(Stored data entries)
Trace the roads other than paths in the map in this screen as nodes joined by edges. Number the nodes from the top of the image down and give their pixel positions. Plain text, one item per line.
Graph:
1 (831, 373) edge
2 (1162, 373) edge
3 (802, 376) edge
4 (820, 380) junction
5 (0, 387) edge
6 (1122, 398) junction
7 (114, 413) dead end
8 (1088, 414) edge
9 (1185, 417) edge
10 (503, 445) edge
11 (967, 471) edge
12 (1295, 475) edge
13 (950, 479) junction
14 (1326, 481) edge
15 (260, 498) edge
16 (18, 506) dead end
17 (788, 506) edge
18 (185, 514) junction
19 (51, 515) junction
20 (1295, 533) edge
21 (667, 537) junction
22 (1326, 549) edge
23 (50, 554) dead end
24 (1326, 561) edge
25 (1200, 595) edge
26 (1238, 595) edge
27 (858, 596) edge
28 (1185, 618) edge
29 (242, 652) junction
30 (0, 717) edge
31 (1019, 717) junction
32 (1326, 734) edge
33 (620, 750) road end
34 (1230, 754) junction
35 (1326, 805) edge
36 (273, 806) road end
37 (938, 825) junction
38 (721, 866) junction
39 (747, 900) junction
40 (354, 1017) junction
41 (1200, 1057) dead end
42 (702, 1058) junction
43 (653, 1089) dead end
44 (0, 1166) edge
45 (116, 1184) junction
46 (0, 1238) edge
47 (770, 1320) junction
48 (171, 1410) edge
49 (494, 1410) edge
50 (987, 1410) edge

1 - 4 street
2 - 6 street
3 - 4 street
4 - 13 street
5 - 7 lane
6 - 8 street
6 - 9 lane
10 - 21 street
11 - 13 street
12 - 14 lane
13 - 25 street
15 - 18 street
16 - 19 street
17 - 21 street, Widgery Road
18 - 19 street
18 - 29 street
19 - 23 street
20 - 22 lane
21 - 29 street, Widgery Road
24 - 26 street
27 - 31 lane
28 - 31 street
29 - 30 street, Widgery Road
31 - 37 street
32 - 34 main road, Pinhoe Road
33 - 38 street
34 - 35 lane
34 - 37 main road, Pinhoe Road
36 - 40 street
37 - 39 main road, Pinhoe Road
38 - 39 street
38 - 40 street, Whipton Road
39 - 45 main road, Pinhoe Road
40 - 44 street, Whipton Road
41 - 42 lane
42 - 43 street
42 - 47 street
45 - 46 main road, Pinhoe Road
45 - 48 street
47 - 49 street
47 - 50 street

> **EXERCISE PROMPT**: Those lines of the records that contain the string "lane" should be identified and copied.

> **OUTPUT FOR THIS EXERCISE**:
5 - 7 lane
6 - 9 lane
12 - 14 lane
20 - 22 lane
27 - 31 lane
34 - 35 lane
41 - 42 lane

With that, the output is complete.